## Task material

━━━━

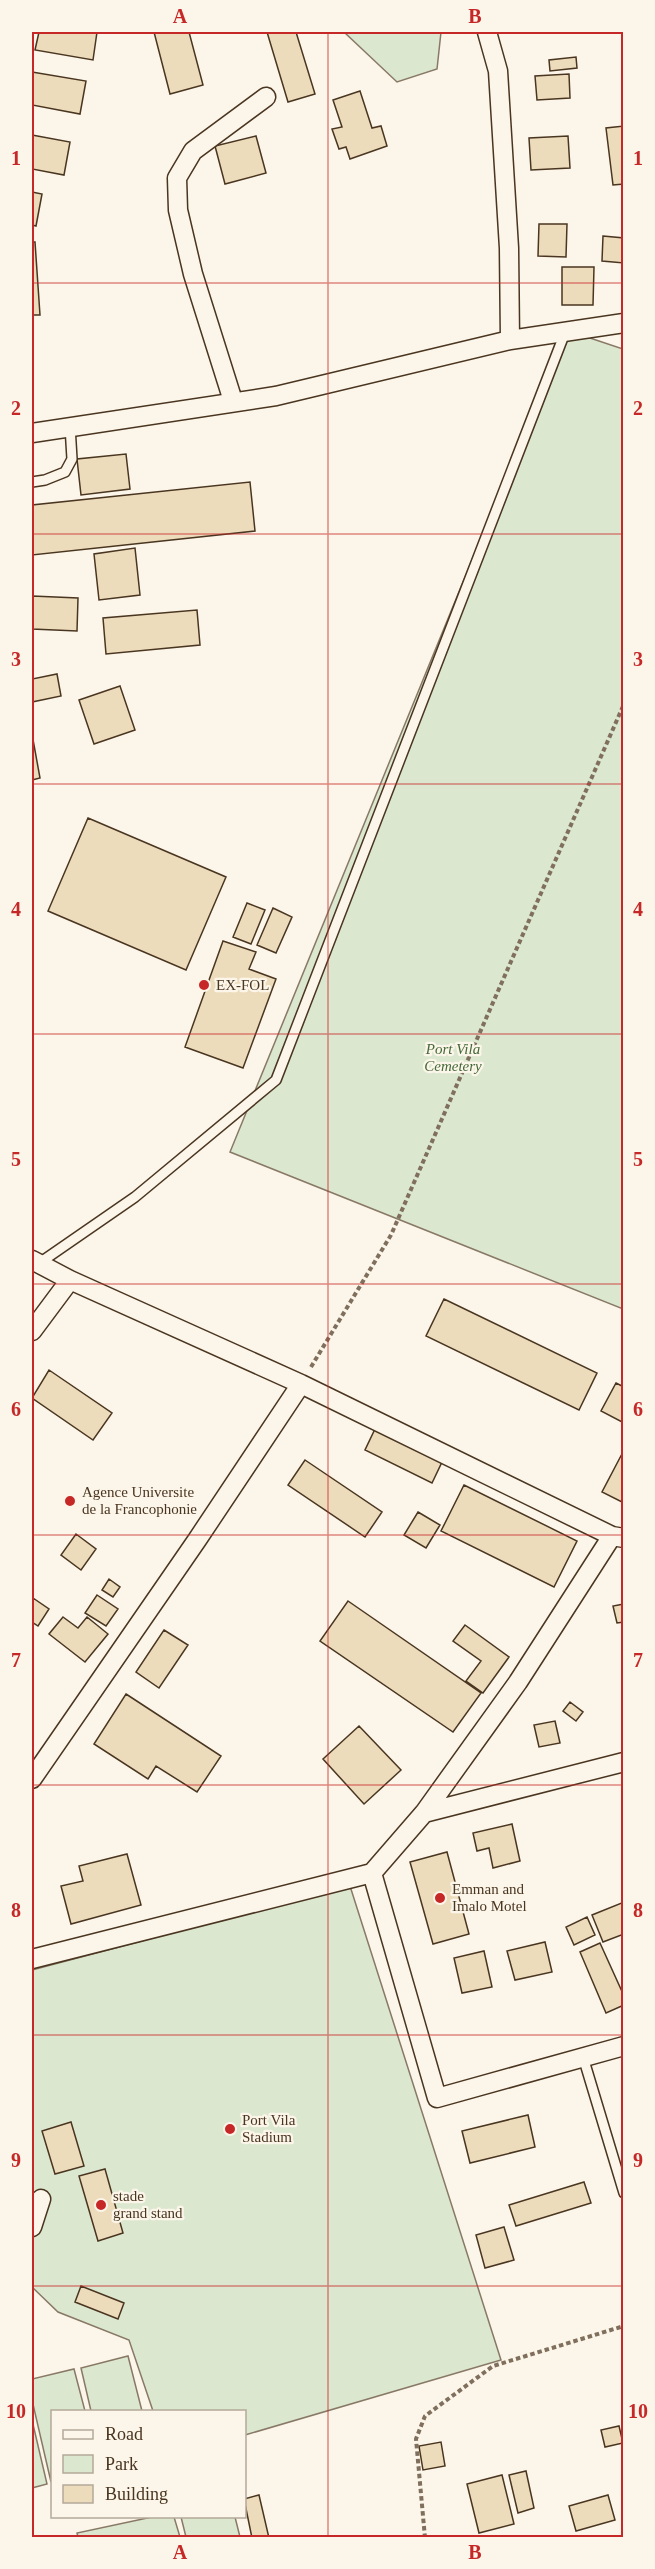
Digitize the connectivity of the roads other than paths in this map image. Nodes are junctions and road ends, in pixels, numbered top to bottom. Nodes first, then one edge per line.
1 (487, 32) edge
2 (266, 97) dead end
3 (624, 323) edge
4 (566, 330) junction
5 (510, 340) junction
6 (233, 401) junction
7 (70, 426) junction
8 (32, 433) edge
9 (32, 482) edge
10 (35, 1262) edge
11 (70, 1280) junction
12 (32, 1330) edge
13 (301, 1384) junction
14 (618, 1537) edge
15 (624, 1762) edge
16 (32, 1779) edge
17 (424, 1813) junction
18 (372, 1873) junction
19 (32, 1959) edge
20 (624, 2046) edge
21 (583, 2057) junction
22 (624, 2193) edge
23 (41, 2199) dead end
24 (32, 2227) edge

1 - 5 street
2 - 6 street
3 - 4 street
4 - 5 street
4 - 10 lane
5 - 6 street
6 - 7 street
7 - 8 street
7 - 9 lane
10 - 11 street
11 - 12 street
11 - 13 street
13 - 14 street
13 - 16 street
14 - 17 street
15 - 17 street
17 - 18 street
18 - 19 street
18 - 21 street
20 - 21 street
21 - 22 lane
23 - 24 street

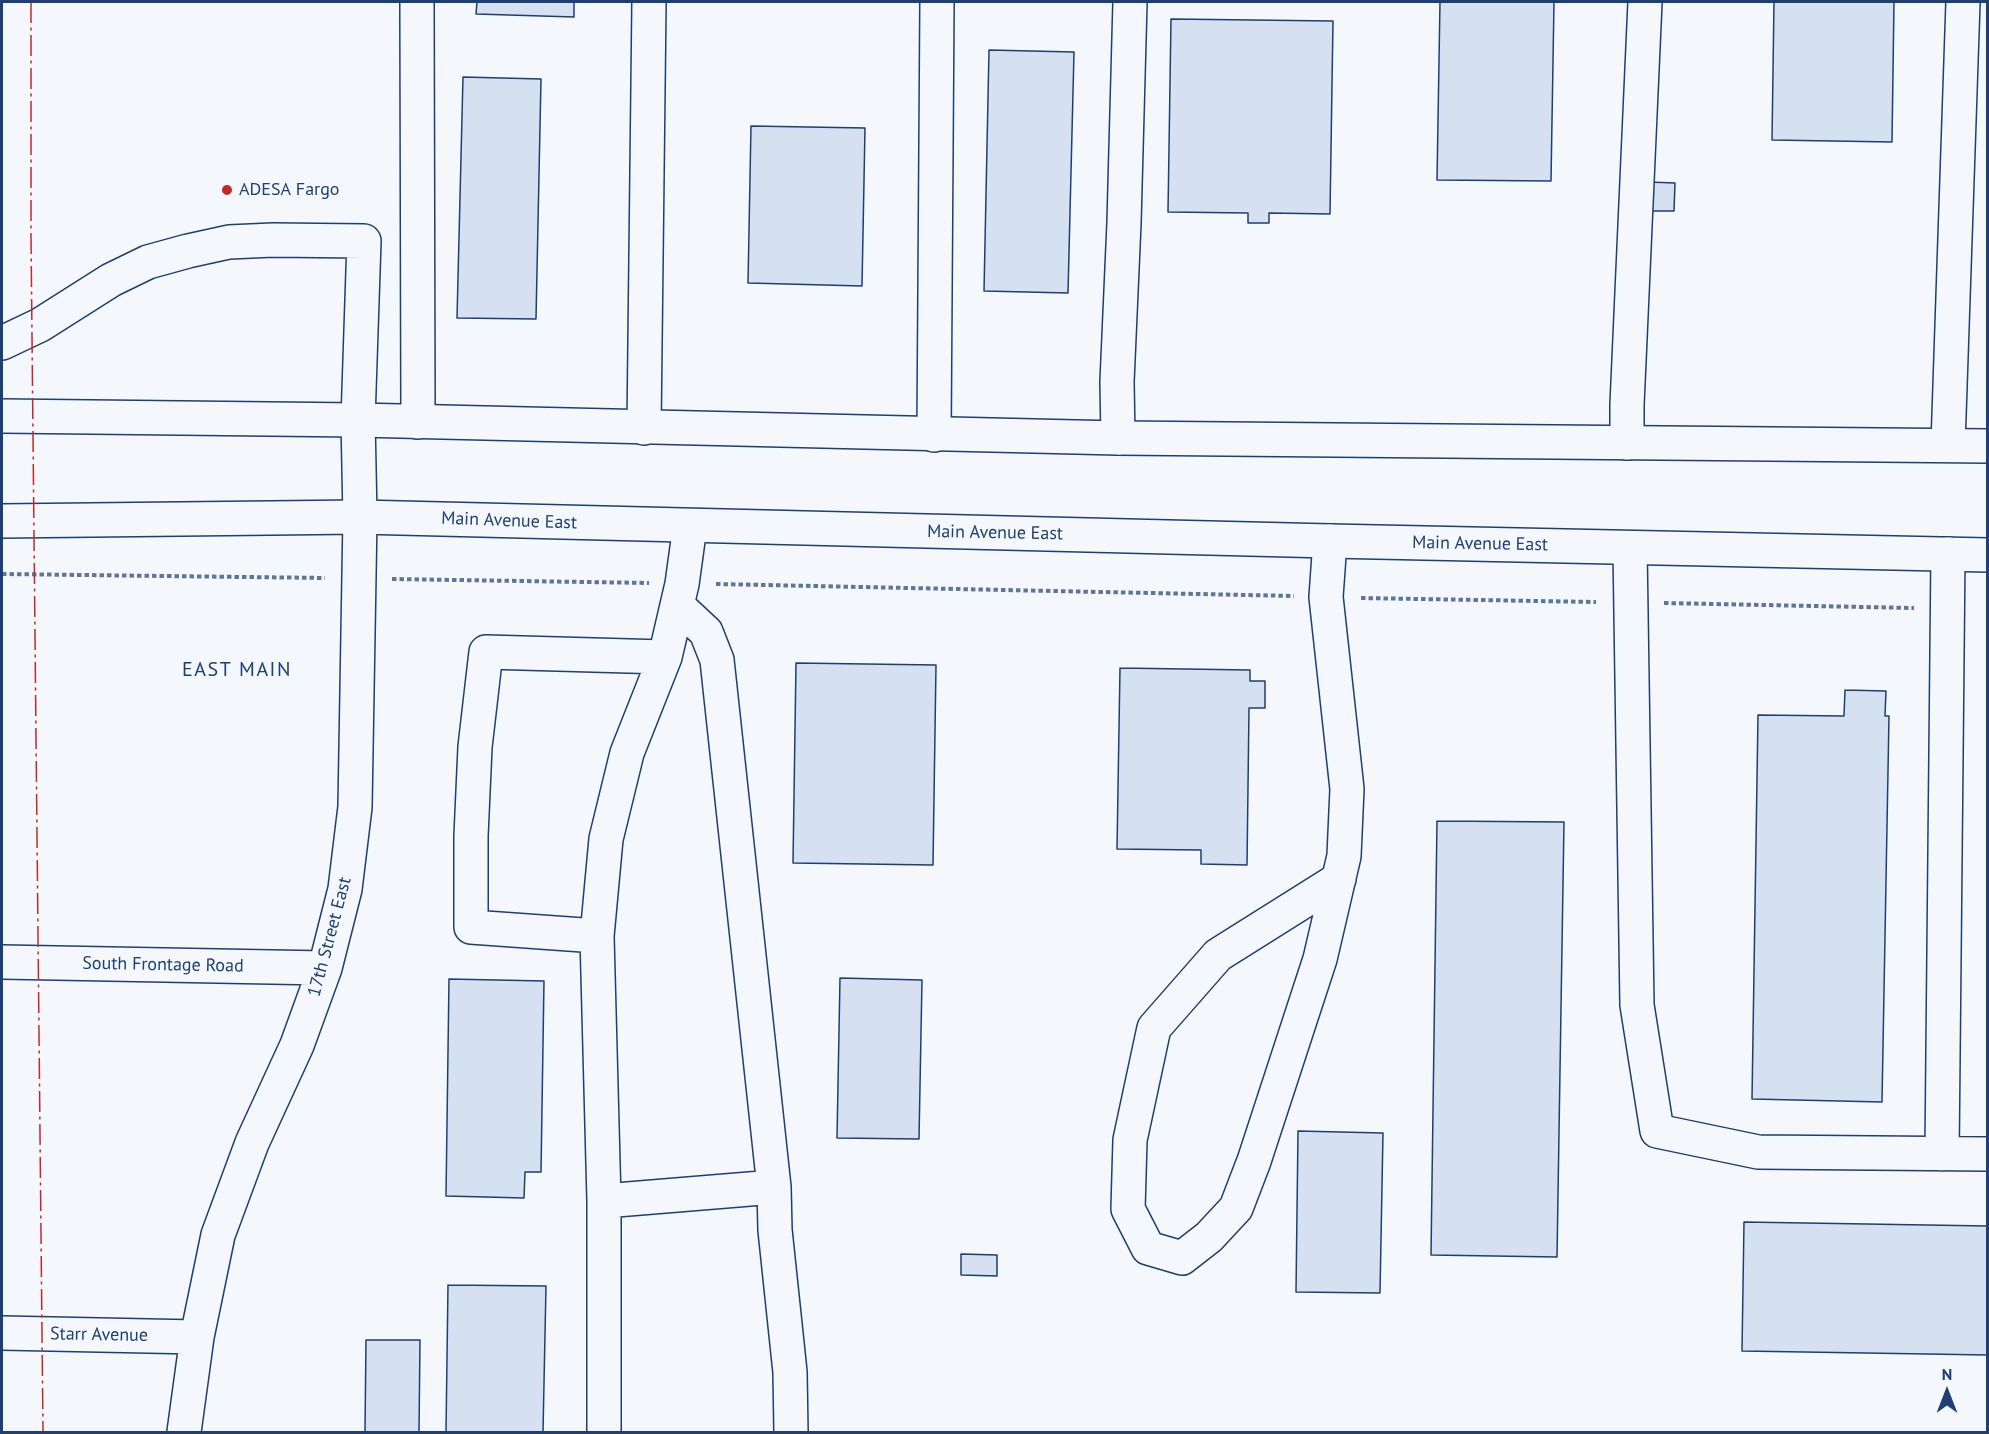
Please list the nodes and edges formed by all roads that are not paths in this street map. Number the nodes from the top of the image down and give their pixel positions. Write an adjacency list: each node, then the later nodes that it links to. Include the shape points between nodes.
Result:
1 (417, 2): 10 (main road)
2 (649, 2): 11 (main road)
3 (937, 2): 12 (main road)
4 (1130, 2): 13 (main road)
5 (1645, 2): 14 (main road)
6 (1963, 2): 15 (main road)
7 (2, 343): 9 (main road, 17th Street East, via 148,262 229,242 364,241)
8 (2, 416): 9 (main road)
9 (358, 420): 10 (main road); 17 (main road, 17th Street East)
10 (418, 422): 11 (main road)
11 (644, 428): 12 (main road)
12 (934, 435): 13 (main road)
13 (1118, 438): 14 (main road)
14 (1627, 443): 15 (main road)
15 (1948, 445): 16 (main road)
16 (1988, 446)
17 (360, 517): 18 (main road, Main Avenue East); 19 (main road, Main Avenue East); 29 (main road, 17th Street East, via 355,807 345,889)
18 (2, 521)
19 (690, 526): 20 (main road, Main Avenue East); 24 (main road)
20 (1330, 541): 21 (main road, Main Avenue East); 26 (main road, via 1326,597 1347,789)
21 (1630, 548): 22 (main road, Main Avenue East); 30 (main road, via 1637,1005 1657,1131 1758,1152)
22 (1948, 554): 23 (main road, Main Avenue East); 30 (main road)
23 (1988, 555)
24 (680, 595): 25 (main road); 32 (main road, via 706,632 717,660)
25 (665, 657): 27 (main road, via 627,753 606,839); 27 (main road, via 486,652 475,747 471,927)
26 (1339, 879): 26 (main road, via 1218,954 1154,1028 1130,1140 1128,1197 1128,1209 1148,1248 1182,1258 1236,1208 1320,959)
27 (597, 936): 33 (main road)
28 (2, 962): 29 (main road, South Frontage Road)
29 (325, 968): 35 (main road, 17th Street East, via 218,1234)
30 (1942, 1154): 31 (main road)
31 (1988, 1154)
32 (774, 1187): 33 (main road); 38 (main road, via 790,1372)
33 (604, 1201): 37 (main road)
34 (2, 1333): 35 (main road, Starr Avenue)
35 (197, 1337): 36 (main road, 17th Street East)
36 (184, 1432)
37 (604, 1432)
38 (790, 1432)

━━━━

## Prompt
Go through the material and copy each line that contains "this".

## Your response
Digitize the connectivity of the roads other than paths in this map image. Nodes are junctions and road ends, in pixels, numbered top to bottom. Nodes first, then one edge per line.
Please list the nodes and edges formed by all roads that are not paths in this street map. Number the nodes from the top of the image down and give their pixel positions. Write an adjacency list: each node, then the later nodes that it links to. Include the shape points between nodes.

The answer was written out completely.